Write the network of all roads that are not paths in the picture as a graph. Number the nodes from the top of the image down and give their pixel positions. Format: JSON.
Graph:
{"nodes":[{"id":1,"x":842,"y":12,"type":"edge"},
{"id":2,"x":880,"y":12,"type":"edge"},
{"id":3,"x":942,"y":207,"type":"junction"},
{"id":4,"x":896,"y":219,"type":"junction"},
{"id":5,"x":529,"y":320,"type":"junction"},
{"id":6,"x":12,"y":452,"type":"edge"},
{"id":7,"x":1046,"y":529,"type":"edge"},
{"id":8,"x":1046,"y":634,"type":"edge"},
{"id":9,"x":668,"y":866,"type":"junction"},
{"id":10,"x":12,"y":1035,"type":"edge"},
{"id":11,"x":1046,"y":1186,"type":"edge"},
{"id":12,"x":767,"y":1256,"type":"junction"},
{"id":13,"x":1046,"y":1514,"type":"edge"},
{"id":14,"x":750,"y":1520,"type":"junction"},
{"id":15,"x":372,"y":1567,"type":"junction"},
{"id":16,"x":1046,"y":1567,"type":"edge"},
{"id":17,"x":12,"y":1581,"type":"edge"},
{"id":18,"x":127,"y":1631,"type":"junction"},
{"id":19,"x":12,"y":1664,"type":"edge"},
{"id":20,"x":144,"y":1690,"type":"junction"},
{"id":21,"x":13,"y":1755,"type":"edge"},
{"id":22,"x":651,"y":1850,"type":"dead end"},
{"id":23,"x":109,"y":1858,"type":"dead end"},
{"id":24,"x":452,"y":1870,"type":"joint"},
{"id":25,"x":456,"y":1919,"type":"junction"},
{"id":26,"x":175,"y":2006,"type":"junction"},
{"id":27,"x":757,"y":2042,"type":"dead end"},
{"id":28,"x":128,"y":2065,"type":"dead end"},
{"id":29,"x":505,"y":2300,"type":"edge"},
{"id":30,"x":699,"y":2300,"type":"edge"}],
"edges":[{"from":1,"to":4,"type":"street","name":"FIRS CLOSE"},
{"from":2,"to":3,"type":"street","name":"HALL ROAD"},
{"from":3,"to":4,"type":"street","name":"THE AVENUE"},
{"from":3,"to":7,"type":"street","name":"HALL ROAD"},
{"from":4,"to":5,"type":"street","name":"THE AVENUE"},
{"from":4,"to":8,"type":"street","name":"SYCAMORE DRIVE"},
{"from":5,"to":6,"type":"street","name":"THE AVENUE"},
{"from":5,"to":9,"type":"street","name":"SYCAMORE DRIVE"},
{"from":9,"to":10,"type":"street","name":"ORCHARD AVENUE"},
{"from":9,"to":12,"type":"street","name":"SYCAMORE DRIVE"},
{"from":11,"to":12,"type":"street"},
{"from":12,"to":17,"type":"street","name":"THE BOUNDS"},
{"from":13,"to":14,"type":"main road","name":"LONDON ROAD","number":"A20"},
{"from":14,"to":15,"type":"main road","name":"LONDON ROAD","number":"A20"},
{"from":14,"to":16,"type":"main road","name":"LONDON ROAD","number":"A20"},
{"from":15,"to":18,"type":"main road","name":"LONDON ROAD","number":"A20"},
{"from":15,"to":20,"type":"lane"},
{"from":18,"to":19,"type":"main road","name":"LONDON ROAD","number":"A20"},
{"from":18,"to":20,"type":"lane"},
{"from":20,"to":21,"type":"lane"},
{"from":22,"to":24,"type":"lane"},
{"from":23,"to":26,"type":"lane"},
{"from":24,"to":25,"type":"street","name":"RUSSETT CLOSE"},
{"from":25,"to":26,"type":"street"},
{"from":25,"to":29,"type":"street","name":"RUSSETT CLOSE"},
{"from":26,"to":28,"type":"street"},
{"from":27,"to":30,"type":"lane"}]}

---

:: What the task requires ::
Line by line, repeat everything in the records verbatim.

:: Your solution ::
Write the network of all roads that are not paths in the picture as a graph. Number the nodes from the top of the image down and give their pixel positions. Format: JSON.
Graph:
{"nodes":[{"id":1,"x":842,"y":12,"type":"edge"},
{"id":2,"x":880,"y":12,"type":"edge"},
{"id":3,"x":942,"y":207,"type":"junction"},
{"id":4,"x":896,"y":219,"type":"junction"},
{"id":5,"x":529,"y":320,"type":"junction"},
{"id":6,"x":12,"y":452,"type":"edge"},
{"id":7,"x":1046,"y":529,"type":"edge"},
{"id":8,"x":1046,"y":634,"type":"edge"},
{"id":9,"x":668,"y":866,"type":"junction"},
{"id":10,"x":12,"y":1035,"type":"edge"},
{"id":11,"x":1046,"y":1186,"type":"edge"},
{"id":12,"x":767,"y":1256,"type":"junction"},
{"id":13,"x":1046,"y":1514,"type":"edge"},
{"id":14,"x":750,"y":1520,"type":"junction"},
{"id":15,"x":372,"y":1567,"type":"junction"},
{"id":16,"x":1046,"y":1567,"type":"edge"},
{"id":17,"x":12,"y":1581,"type":"edge"},
{"id":18,"x":127,"y":1631,"type":"junction"},
{"id":19,"x":12,"y":1664,"type":"edge"},
{"id":20,"x":144,"y":1690,"type":"junction"},
{"id":21,"x":13,"y":1755,"type":"edge"},
{"id":22,"x":651,"y":1850,"type":"dead end"},
{"id":23,"x":109,"y":1858,"type":"dead end"},
{"id":24,"x":452,"y":1870,"type":"joint"},
{"id":25,"x":456,"y":1919,"type":"junction"},
{"id":26,"x":175,"y":2006,"type":"junction"},
{"id":27,"x":757,"y":2042,"type":"dead end"},
{"id":28,"x":128,"y":2065,"type":"dead end"},
{"id":29,"x":505,"y":2300,"type":"edge"},
{"id":30,"x":699,"y":2300,"type":"edge"}],
"edges":[{"from":1,"to":4,"type":"street","name":"FIRS CLOSE"},
{"from":2,"to":3,"type":"street","name":"HALL ROAD"},
{"from":3,"to":4,"type":"street","name":"THE AVENUE"},
{"from":3,"to":7,"type":"street","name":"HALL ROAD"},
{"from":4,"to":5,"type":"street","name":"THE AVENUE"},
{"from":4,"to":8,"type":"street","name":"SYCAMORE DRIVE"},
{"from":5,"to":6,"type":"street","name":"THE AVENUE"},
{"from":5,"to":9,"type":"street","name":"SYCAMORE DRIVE"},
{"from":9,"to":10,"type":"street","name":"ORCHARD AVENUE"},
{"from":9,"to":12,"type":"street","name":"SYCAMORE DRIVE"},
{"from":11,"to":12,"type":"street"},
{"from":12,"to":17,"type":"street","name":"THE BOUNDS"},
{"from":13,"to":14,"type":"main road","name":"LONDON ROAD","number":"A20"},
{"from":14,"to":15,"type":"main road","name":"LONDON ROAD","number":"A20"},
{"from":14,"to":16,"type":"main road","name":"LONDON ROAD","number":"A20"},
{"from":15,"to":18,"type":"main road","name":"LONDON ROAD","number":"A20"},
{"from":15,"to":20,"type":"lane"},
{"from":18,"to":19,"type":"main road","name":"LONDON ROAD","number":"A20"},
{"from":18,"to":20,"type":"lane"},
{"from":20,"to":21,"type":"lane"},
{"from":22,"to":24,"type":"lane"},
{"from":23,"to":26,"type":"lane"},
{"from":24,"to":25,"type":"street","name":"RUSSETT CLOSE"},
{"from":25,"to":26,"type":"street"},
{"from":25,"to":29,"type":"street","name":"RUSSETT CLOSE"},
{"from":26,"to":28,"type":"street"},
{"from":27,"to":30,"type":"lane"}]}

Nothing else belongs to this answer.